Syrie : Bachar al-Assad peut-il être poussé vers la sortie ?

Ce vendredi 30 octobre à Vienne a débuté un nouveau sommet pour tenter de régler le conflit syrien. A la table des négociations, 11 Etats discutent des solutions à adopter. Cette réunion peut-elle parvenir à exclure la tête du gouvernement syrien et ainsi espérer étouffer la guerre qui y dure depuis déjà plus de quatre ans ?  

Sommet de Vienne - Iran

Javad Zarif, chef de la diplomatie iranienne (au centre), le 30 octobre à Vienne (BRENDAN SMIALOWSKI / AFP PHOTO)

La France, l’Allemagne, le Royaume-Uni, les Etats-Unis, le Liban, l’Egypte, la Turquie, l’Arabie Saoudite doivent désormais faire avec l’Iran, nouveau venu dans ce sommet. L’arrivée de l’Iran dans la discussion est-elle réellement significative ? Selon Karim Bitar, directeur de recherches à l’IRIS, « le fait que les Saoudiens [ennemis jurés de Bachar al-Assad, NDLR] aient accepté la présence des Iraniens est déjà significatif. C’est pour cela qu’on peut s’attendre à ce que ne ce soit pas une réunion pour rien.« 

«La seule solution pour trouver une solution à la crise syrienne, c’est de mettre le plus d’acteurs possible autour de la table»

Pourtant, cela ne semble pas jouer en la faveur de l’Europe ou des Etats-Unis, qui prônent la sortie de Bachar El-Assad face à la Russie… et l’Iran.
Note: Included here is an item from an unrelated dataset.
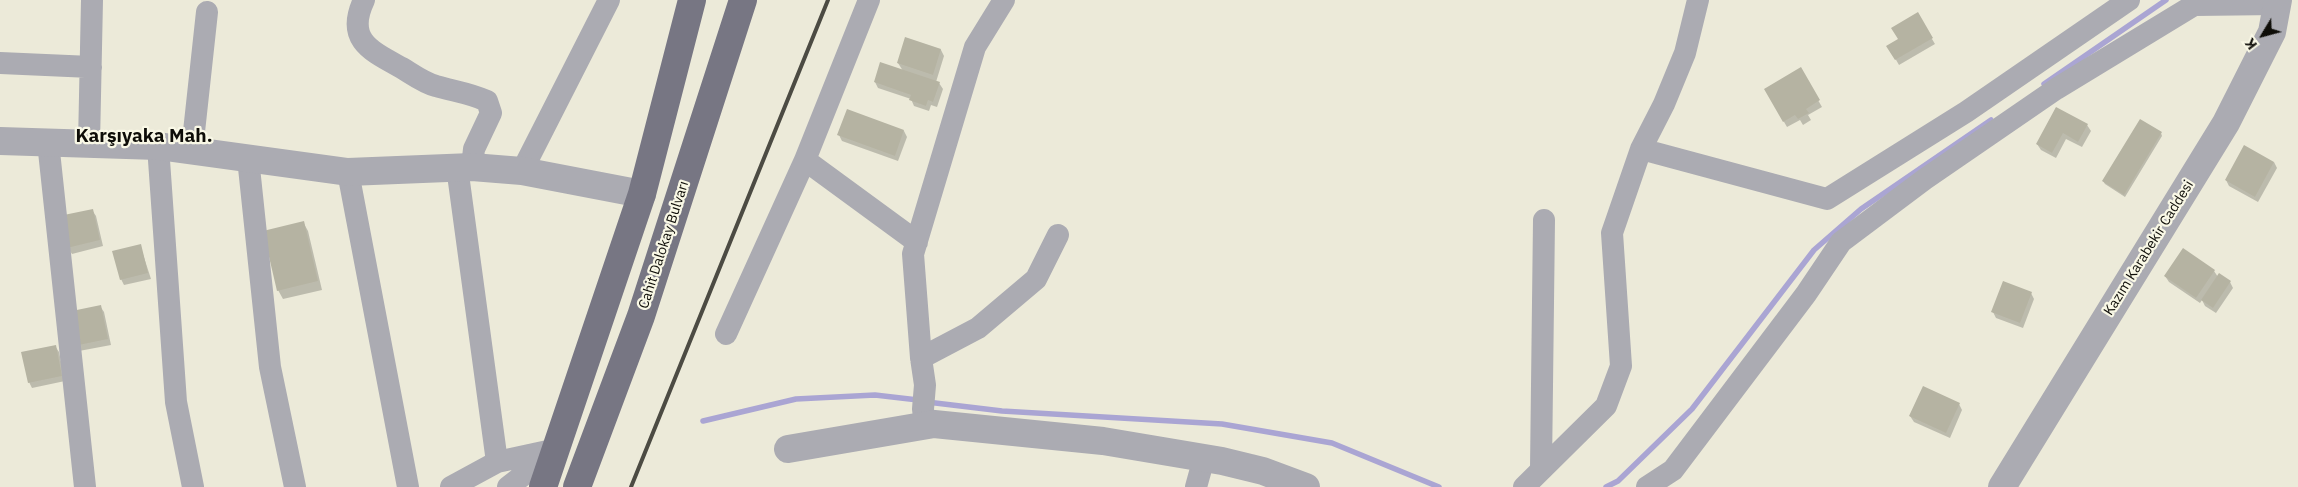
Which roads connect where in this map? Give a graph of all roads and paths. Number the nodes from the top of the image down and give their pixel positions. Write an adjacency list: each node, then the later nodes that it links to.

En effet, ce nouveau venu semble plutôt être un obstacle à la volonté de la grande majorité des acteurs présents.

Alors que les discussions s’organisent autour d’un nouveau gouvernement syrien, il y a fort à parier que «les Russes et les Iraniens proposeront une période de transition très longue, qui finirait par s’éterniser», jouant alors en la faveur des fidèles alliés de la Syrie. «C’est une bonne chose que nous nous rencontrions malgré les différences de propos. Il y aura sûrement plusieurs sessions», confie Laurent Fabius.

Le débat ne sera donc pas conclu d’aussitôt. Pendant ce temps, les affrontements des hommes d’Al-Assad face aux multiples factions ont déjà fait plus de 250.000 morts et des millions de réfugiés.